* [Your goal] Which lines of the records below contain the string "turn"? Report each of them.

*** Opening Raw data ***

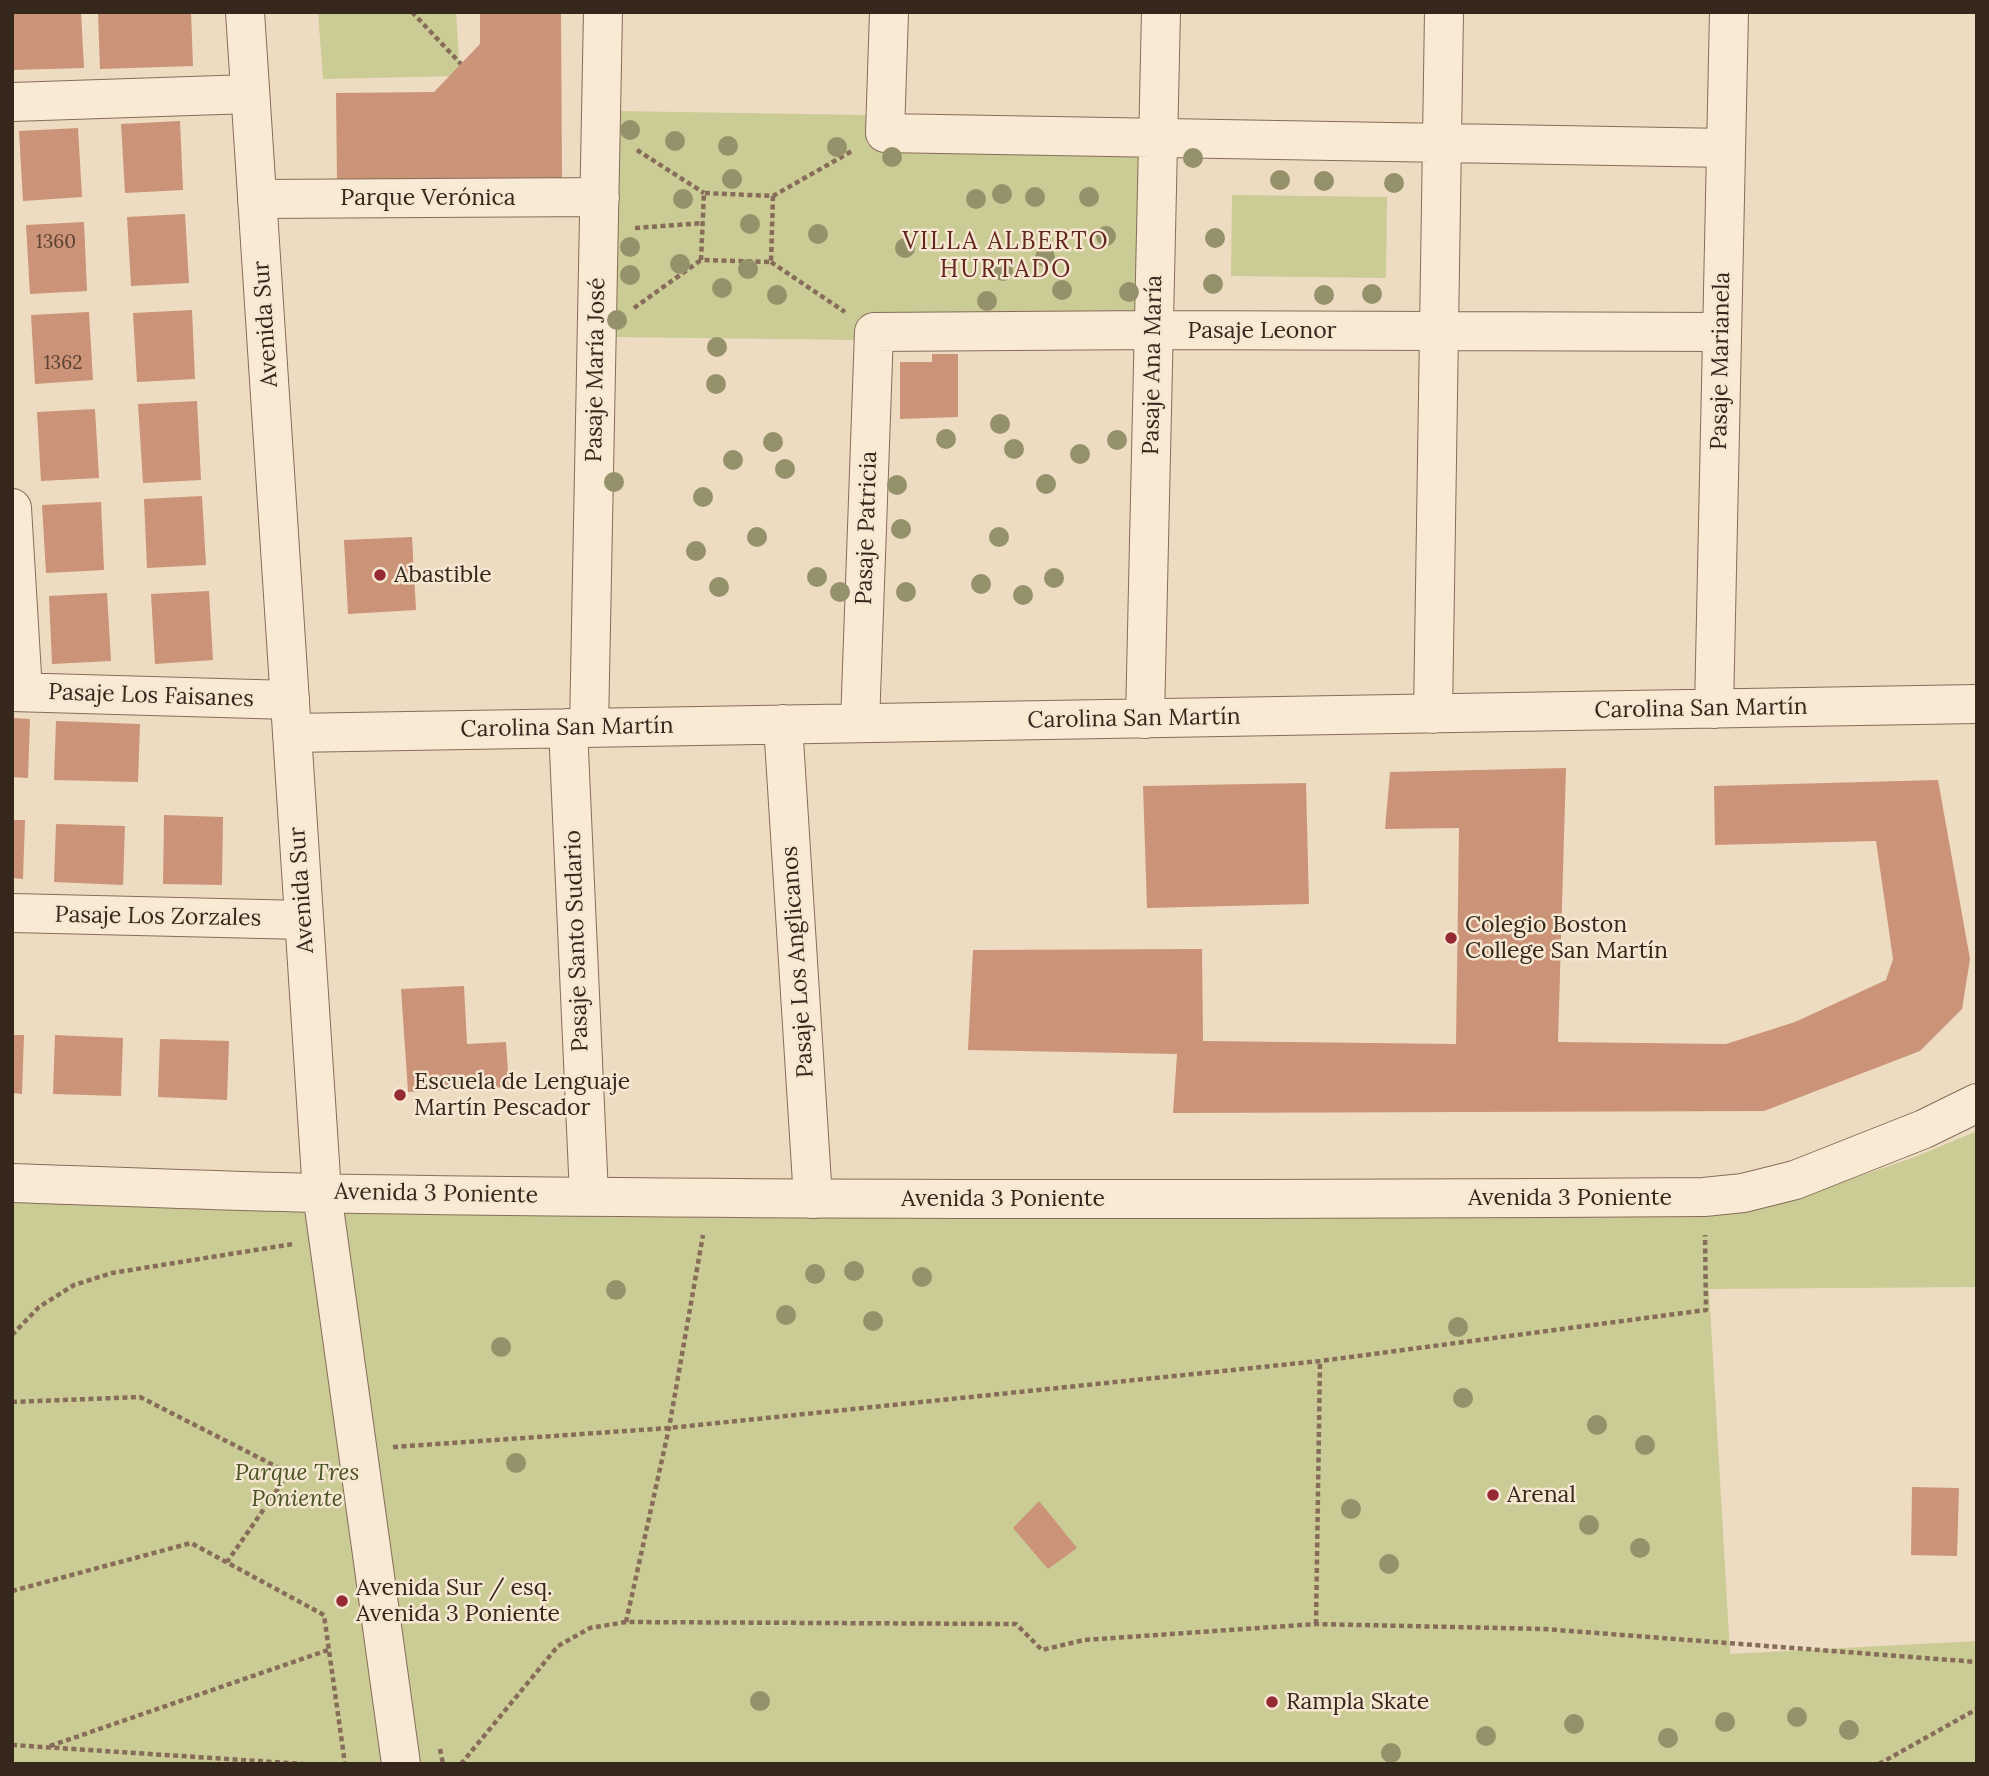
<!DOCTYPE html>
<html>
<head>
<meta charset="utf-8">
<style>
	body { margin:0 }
	#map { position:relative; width:1989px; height:1776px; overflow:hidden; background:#eddcc1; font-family:Lora,serif }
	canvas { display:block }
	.frame { position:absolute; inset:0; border:14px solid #36271d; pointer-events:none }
</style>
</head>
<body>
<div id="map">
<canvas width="1989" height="1776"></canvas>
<div class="frame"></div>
</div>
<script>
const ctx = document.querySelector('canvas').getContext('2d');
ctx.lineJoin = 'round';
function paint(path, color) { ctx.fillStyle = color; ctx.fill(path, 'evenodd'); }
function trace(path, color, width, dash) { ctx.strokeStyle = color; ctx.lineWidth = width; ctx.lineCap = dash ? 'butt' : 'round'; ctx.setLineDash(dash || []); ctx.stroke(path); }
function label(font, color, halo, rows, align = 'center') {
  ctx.font = font + ' Lora,serif'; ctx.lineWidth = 5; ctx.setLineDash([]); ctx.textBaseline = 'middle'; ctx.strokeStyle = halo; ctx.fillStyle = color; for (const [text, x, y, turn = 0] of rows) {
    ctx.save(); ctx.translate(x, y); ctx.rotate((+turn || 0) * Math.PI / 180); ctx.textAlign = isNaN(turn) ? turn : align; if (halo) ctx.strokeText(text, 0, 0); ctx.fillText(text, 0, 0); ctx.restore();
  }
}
const green = new Path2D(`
	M318,12H456L460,76L323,79Z
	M616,111L867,115V145L1158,150L1154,322L862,316L861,340L612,337Z
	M1232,195L1387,197L1386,278L1231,276Z
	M1977,1131V1287L1709,1289L1730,1654L1977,1641V1764H12V1201L1802,1196L1915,1157Z`);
const building = new Path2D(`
	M12,12H81L84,68L12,70Z
	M98,12H191L193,66L100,69Z
	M480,12H561L562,178L337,180L336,93L434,92L480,44Z
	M180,121L183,190L125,193L121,124Z
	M78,128L82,197L23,201L19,131Z
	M185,214L189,283L131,286L127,217Z
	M84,222L87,291L30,294L26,225Z
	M192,310L195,379L137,382L133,313Z
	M89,312L93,380L35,384L31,315Z
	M932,354H958V417L900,419V362H932Z
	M197,401L201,480L143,483L138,404Z
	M95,409L99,478L41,481L37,412Z
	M202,496L206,565L147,568L144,499Z
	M101,502L104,570L46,573L42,505Z
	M412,537L416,610L348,614L344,540Z
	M209,591L213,660L155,664L151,594Z
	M107,593L111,661L52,664L49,596Z
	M12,718L30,719L28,778L12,777Z
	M56,721L140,724L138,782L54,780Z
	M1566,768L1558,1042L1726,1044L1795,1022L1886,980L1893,959L1876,841L1715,845L1714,786L1938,780L1970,959L1962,1009L1920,1051L1764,1111L1173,1113L1177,1054L968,1050L973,950L1202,949L1203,1041L1456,1044L1459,828L1385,829L1390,772Z
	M1306,783L1309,904L1147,908L1143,786Z
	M164,815L223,817L222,885L163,884Z
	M12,820H25L23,879L12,878Z
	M56,824L125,826L123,885L54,882Z
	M464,986L467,1044L506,1042L509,1087L408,1092L401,989Z
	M12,1035H24L22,1094L12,1093Z
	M55,1035L123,1038L121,1096L53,1094Z
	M160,1039L229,1041L227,1100L158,1097Z
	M1912,1487L1959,1488L1957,1556L1911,1555Z
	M1039,1501L1077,1548L1048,1569L1013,1528Z`);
const path = new Path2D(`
	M412,12L461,64
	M637,150L704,193
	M773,196L771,262L701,260L704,193L773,196L852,151
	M635,228L703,223
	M771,262L845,312
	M634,308L701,260
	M12,1335L39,1307L74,1285L112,1273L293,1244
	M12,1402L140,1397L289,1473L227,1562
	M393,1447L669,1428L1320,1361L1706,1310L1705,1235
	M12,1591L191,1543L324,1615L345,1764
	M626,1622L669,1428L703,1235
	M1316,1624L1320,1361
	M12,1745L304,1764
	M50,1746L328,1650
	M440,1749L443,1764
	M461,1764L558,1646L590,1628L626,1622L1016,1624L1042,1650L1084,1640L1316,1624L1544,1629L1977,1662
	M1879,1764L1977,1709`);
const minor = new Path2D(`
	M889,12L885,133L1726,148
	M12,102L250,94
	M257,199L600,197
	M12,508L23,692
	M12,692L290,700
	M1714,709L1729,12
	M1433,714L1444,12
	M1145,719L1161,12
	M860,723L874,332L1154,330L1722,332
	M783,724L813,1199
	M568,728L589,1195
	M589,728L603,12
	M292,733L1977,704
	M12,913L304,920`);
const tertiary = new Path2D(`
	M245,12L322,1193L401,1764
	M12,1183C128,1187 245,1192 361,1194C809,1201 1256,1200 1704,1197L1743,1193L1795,1180L1924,1129L1977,1103`);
const trees = [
	[630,130],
	[675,141],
	[728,146],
	[837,147],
	[892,157],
	[1193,158],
	[732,179],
	[1280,180],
	[1324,181],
	[1394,183],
	[1002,194],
	[1035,197],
	[1089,197],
	[683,199],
	[976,199],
	[750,224],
	[818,234],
	[1106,236],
	[1215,238],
	[630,247],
	[905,248],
	[1045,257],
	[680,264],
	[748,269],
	[1003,271],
	[630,275],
	[1213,284],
	[722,288],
	[1062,290],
	[1129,292],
	[1372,294],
	[777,295],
	[1324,295],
	[987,301],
	[617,320],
	[717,347],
	[716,384],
	[1000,424],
	[946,439],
	[1117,440],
	[773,442],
	[1014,449],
	[1080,454],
	[733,460],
	[785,469],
	[614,482],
	[1046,484],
	[897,485],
	[703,497],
	[901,529],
	[757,537],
	[999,537],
	[696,551],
	[817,577],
	[1054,578],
	[981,584],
	[719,587],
	[840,592],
	[906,592],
	[1023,595],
	[854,1271],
	[815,1274],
	[922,1277],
	[616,1290],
	[786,1315],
	[873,1321],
	[1458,1327],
	[501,1347],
	[1463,1398],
	[1597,1425],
	[1645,1445],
	[516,1463],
	[1351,1509],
	[1589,1525],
	[1640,1548],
	[1389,1564],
	[760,1701],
	[1797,1717],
	[1725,1722],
	[1574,1724],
	[1849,1730],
	[1486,1736],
	[1668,1738],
	[1391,1753]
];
const markers = [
	[380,575,7,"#952934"],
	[1451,938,7,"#952934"],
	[400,1095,7,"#952934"],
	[1493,1495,7,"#952934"],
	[342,1601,7,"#952934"],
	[1272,1702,7,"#952934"]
];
const numberNames = [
	["1360",56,243],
	["1362",63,364]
];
const streetNames = [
	["Parque Verónica",428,198],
	["Avenida Sur",266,324,-94],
	["Pasaje Leonor",1262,331],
	["Pasaje Marianela",1721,361,-89],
	["Pasaje Ana María",1153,365,-89],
	["Pasaje María José",596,370,-89],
	["Pasaje Patricia",867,528,-88],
	["Pasaje Los Faisanes",151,696,2],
	["Carolina San Martín",1701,709,-1],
	["Carolina San Martín",1134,719,-1],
	["Carolina San Martín",567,728,-1],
	["Avenida Sur",302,890,-94],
	["Pasaje Los Zorzales",158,917,1],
	["Pasaje Santo Sudario",577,941,-92],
	["Pasaje Los Anglicanos",798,962,-94],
	["Avenida 3 Poniente",436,1194,1],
	["Avenida 3 Poniente",1570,1198],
	["Avenida 3 Poniente",1003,1199]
];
const poiNames = [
	["Abastible",394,575],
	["Colegio Boston",1465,925],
	["College San Martín",1465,951],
	["Escuela de Lenguaje",414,1082],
	["Martín Pescador",414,1108],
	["Arenal",1507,1495],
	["Avenida Sur / esq.",356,1588],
	["Avenida 3 Poniente",356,1614],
	["Rampla Skate",1286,1702]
];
const parkNames = [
	["Parque Tres",297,1473],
	["Poniente",297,1499]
];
const neighbourhoodNames = [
	["VILLA ALBERTO",1006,242],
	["HURTADO",1006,270]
];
paint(green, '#cacb95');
paint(building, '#cb9377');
trace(minor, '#876d59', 40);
trace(tertiary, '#876d59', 40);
trace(path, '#876d59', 4.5, [5, 3.5]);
trace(minor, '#f8ead4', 38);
trace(tertiary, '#f8ead4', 38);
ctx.fillStyle = '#94916b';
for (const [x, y] of trees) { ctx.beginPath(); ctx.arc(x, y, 10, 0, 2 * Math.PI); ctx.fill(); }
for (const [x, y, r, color] of markers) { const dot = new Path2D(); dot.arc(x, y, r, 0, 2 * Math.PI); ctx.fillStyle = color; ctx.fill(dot); trace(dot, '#f5e7d1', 2.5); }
label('19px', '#5b4234', null, numberNames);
label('23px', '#36271d', '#f5e7d1', streetNames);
label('23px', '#36271d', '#f5e7d1', poiNames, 'left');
label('italic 23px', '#4b5324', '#f5e7d1', parkNames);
ctx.letterSpacing = '2px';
label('24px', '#63251d', '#f5e7d1', neighbourhoodNames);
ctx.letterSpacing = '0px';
</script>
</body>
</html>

*** Closing Raw data ***

* [Response to the task]
  ctx.font = font + ' Lora,serif'; ctx.lineWidth = 5; ctx.setLineDash([]); ctx.textBaseline = 'middle'; ctx.strokeStyle = halo; ctx.fillStyle = color; for (const [text, x, y, turn = 0] of rows) {
    ctx.save(); ctx.translate(x, y); ctx.rotate((+turn || 0) * Math.PI / 180); ctx.textAlign = isNaN(turn) ? turn : align; if (halo) ctx.strokeText(text, 0, 0); ctx.fillText(text, 0, 0); ctx.restore();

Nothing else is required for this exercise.